Knowing what to do isn’t the same as trusting the instruments over what your body is telling you.

Jaaaa, the so-called vestibular coriolis effect (the name is not really correct since it has little to do with the coriolis force). Mother of all motion sickness stimuli.
What happens is that your canals are sensitive to angular acceleration. An angular acceleration is a change in the angular velocity in a head-fixed frame of reference. You follow me ?
Suppose that you sit on a rotating chair with your head tilted backward. The axis of rotation, relative to your head, is going up and a little forward. Now you tilt your head forward. The axis of rotation is now going backward relative to your head. If you plot a vector along this axis, which length is equal to the angular velocity of the chair, you see that this vector rotates backward (still with me ?) Take the difference between the vector while pitch forward and backward, and you obtain a vector which is parallell to your naso-occipital axis.
That’s a little bit of geometry, but so, the result is that everytime you pitch your head while rotating on the chair, you are activating your canals in a way which tell you that you are turning in roll.
Problem (on earth): you are actually not turning in roll. And your otolith tell you that you are not. So you induce a conflict between canals and otolith. And your brain does not like it. Hence the sickness !
As a matter of fact, there was no otolith signal since he was flying zero G. I guess that this is what the guys wanted to measure… funny that he got sick anyway. Well, people get sick anyway on zero-G planes. No wonder it’s called ‘Vomit comet’.

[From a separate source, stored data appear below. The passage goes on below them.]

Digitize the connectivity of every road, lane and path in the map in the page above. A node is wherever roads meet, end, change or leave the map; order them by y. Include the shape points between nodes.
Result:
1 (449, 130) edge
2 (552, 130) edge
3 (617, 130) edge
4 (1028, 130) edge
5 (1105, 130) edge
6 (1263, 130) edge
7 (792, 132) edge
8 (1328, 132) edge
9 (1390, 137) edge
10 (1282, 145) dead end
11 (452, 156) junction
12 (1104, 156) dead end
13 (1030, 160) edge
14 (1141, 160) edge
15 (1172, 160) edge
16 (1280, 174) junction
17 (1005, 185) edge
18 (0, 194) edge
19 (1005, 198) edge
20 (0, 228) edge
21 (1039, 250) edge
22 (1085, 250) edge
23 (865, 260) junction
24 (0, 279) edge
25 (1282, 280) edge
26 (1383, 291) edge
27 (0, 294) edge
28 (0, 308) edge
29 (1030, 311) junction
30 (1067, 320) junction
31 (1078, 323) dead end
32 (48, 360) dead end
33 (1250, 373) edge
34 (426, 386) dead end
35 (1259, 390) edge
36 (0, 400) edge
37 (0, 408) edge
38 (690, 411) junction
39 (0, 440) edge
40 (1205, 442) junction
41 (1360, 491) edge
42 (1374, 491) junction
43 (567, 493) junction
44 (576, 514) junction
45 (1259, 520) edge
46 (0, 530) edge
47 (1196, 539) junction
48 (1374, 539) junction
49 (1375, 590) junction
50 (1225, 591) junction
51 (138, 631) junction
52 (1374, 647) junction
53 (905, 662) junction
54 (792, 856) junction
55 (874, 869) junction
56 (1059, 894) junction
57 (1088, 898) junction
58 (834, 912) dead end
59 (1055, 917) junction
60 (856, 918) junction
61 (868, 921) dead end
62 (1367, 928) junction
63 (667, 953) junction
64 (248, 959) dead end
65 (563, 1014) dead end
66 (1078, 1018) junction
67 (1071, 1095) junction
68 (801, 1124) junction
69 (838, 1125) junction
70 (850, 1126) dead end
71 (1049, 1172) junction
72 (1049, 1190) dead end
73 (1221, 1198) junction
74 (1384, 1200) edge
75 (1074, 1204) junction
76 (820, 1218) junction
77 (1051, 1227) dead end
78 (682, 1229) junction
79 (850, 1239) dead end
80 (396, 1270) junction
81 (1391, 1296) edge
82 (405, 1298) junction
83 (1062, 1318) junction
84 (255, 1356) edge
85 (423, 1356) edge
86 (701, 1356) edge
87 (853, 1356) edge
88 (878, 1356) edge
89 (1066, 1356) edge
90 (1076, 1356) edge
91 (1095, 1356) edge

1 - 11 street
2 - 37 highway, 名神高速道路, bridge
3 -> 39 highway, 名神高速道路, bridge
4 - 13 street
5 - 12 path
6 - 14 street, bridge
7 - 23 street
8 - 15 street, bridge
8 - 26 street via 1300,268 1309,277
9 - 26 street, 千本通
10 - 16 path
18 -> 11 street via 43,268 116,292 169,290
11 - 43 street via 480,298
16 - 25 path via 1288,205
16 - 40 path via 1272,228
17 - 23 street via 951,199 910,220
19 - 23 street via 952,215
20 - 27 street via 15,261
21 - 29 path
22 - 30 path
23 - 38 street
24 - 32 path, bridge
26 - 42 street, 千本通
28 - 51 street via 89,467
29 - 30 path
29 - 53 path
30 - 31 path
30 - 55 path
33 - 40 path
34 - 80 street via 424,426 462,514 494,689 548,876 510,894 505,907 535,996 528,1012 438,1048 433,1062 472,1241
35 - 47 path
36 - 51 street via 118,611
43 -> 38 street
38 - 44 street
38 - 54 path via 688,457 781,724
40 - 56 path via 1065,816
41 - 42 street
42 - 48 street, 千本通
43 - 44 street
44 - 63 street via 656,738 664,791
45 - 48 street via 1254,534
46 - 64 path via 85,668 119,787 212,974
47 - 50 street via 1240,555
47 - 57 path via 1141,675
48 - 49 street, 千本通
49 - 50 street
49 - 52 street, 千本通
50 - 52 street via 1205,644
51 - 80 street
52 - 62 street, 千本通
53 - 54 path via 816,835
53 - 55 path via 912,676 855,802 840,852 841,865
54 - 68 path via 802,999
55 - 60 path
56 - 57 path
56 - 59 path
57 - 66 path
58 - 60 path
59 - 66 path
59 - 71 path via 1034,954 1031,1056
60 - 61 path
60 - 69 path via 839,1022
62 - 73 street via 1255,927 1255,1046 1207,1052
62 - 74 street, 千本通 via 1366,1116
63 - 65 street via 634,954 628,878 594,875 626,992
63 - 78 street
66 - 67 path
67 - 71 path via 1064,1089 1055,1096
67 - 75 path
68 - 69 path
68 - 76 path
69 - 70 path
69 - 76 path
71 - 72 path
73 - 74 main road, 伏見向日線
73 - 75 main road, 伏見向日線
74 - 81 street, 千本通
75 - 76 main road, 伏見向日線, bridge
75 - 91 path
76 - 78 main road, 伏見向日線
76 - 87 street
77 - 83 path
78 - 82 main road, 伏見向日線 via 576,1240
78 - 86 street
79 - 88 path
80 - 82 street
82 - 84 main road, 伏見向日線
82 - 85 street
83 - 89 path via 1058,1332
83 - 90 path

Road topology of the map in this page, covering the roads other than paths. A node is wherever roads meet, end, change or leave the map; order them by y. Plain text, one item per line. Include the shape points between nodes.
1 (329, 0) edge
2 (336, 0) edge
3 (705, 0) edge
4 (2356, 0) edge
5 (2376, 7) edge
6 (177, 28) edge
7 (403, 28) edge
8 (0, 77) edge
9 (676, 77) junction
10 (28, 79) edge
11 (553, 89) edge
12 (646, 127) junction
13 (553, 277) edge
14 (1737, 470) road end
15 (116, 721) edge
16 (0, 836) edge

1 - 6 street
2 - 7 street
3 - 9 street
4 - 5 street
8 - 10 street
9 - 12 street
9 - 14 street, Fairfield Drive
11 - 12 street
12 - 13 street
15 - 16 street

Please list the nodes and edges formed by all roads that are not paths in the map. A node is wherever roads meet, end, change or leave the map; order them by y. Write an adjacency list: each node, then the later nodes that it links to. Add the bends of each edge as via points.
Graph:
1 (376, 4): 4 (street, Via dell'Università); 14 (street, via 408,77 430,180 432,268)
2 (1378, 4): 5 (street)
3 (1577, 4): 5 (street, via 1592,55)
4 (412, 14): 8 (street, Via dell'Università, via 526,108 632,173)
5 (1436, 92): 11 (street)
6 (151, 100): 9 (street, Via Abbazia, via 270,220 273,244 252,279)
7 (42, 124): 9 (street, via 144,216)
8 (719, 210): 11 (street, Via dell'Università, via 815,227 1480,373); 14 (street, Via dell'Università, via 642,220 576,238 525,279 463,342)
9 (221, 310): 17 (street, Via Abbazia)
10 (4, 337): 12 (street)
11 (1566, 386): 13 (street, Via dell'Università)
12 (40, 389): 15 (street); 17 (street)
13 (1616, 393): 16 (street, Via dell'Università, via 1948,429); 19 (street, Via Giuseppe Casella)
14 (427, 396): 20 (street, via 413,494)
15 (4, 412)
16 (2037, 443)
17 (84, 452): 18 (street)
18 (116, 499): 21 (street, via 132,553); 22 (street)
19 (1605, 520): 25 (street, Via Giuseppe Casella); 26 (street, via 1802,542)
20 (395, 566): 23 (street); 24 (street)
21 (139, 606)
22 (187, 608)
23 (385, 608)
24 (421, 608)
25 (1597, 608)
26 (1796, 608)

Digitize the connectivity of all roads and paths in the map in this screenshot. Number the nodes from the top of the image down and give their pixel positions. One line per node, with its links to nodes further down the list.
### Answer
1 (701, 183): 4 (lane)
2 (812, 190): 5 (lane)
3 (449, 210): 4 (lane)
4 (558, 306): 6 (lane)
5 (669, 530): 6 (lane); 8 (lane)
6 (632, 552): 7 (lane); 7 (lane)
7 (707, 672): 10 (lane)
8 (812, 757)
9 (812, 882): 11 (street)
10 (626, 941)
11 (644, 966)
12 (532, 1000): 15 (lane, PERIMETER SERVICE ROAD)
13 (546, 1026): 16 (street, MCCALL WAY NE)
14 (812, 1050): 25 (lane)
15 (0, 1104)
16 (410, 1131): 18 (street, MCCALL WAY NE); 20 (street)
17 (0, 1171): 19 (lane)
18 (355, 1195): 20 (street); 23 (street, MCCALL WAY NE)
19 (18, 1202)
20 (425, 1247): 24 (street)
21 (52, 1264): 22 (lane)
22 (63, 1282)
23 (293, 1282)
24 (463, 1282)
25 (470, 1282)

Btw, I’ve been giving myself these kind of stimuli (on earth). I can tell you, when the chair rotates 150°/s and I pitch 90°, I feel it ! I actually gave myself the illusion that I was tilted 45° in roll. While my otoliths were telling me that I was sitting upright. That rocks !

Uuuuh… somatographic illusion if the fact that you loose the sense of verticality when an aircraft accelerates forward. Am I correct ? I guess that it could lead you to see the point moving, but then it would have to be a really violent acceleration.

It is again this otolith-being-sensitive-to-both-gravity-and-acceleration thing. I generally explain it like this: suppose that you sit on a car. If the car is tilted backward, you will feel an increase of the pressure of the seat on your back. If you accelerate the car forward, you will feel the same kind of pressure. So you could confuse forward acceleration or backward pitch. What happens is that the otolith will get confused the same way, and that your brain will favour the backward pitch perception. That’s because (think to our ancestor cavemen) we have evoved in an environment when backward pitch are common, but high forward accelerations are not.
Then comes the danger. If you believe your senses just after you take-off, then you are going to overestimate the backward pitch of your plane, and so you will try to pitch forward to compensate. Bad.

A common instance of this illusion is when you drive a car uphill or downhill. You tend to involontary slow down as you drive uphill, and accelerate as you go downhill. It is exactly the same effect, just slightly more complex since you are summing up some real acceleration and some real tilt.

Ahaaaaa… that would have been in the late 60’s, maybe ?

You are - I used the wrong term with my description. I was asking about “autokinesis” (a type of visual illusion), and mistakenly called it somatographic illusion. :smack:

So do you know anything about autokinesis? I’ve never experienced it myself, and I wonder how common it really is.